Sunday, January 11, 2009

Thursday, January 8, 2009

First Place Winner!

Well, it looks like things might be looking up just a little bit. Not sure how much though, but I think it may start getting better. I was just informed that a quiz that I made and submitted for a contest won FIRST PLACE FOR QUALITY. That's a $150 prize from Amazon.com. I was shocked! It also placed 4th for popularity! Yay me! I am stoked over that tidbit! It was my Name That Tune - 80's Edition on HelloQuizzy that won! Wow! I honestly didn't think it would place anywhere, let alone take 1st for quality! Or even place as high as it did for popularity! Wow! I can't stop being so happy for that! I'm not sure yet if it's $150 cash or if it's a gift card type thing to Amazon.com.

And Mama won a small $5 jackpot on Club Pogo last week also! And g-dad hit a $50 winner on a scratch off. So, maybe things are going to start going our way for a change? Gosh, I hope so! We could really use the help right now!

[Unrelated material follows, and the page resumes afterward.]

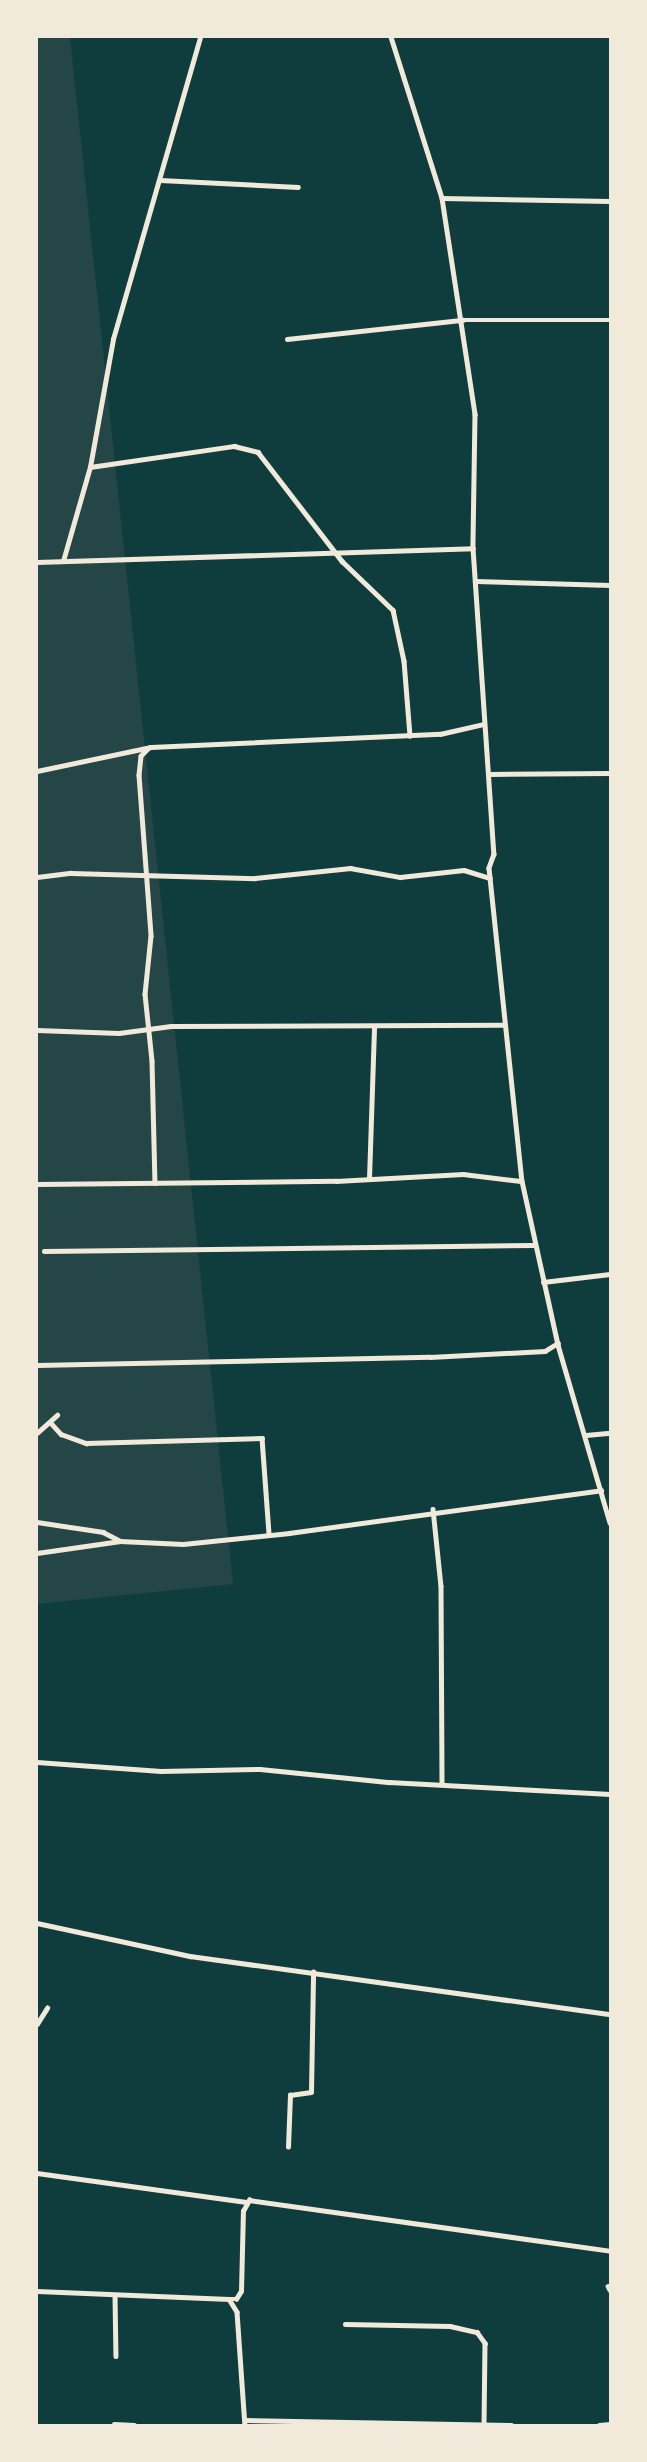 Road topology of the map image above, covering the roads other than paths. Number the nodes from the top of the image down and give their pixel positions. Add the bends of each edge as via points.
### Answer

Man, I am so stoked! WooooooHoooooo!

Monday, January 5, 2009

Blah Blah Blah

Not much is happening right now. I'm a little bit stressed out over finances, but then again, who isn't with this economy right? I've got to find something so I can pay my bills that are coming due. Anyone got a couple hundred bucks they can spare? Nope, didn't think so...I had to try! LOL

Anyway, hopefully things will start to look up for me this year. I thought 2006 was my year, it started out right, I had the right attitude...but it turned out to be a horrible year. Things began to look up for me in '07 and '08...then WHAM! Knocked right back on my tail bone! Owch! I'm telling ya, I don't think I could sink any further...at least, I hope not. Something's gotta give somewhere, somehow! I don't like being in this position. I'm depressed, stressed, strained, etc. I feel like I've lost my faith in things.

I've reached a plateau in my health, not getting any better, but not getting any worse either. Can't afford to get my meds so I'm having to stretch what I do have, which, doesn't help the pain. Anyone got any ideas? Or know of a job that isn't physically demanding? That's a big problem for me in trying to find another job...a job that isn't physically demanding due to my health. I no longer have the stamina that I used to have to be up and on my feet for long periods of time. I also can't sit for long periods of time either.

It sucks to be me! No money, no job, no life...*sigh* I'm just not happy.

Thursday, January 1, 2009

Just A New Years Wish...

I just wanted to wish my readers a

HAPPY NEW YEAR

full of health, wealth, love and friendships! May your year be prosperous! I wish only the best!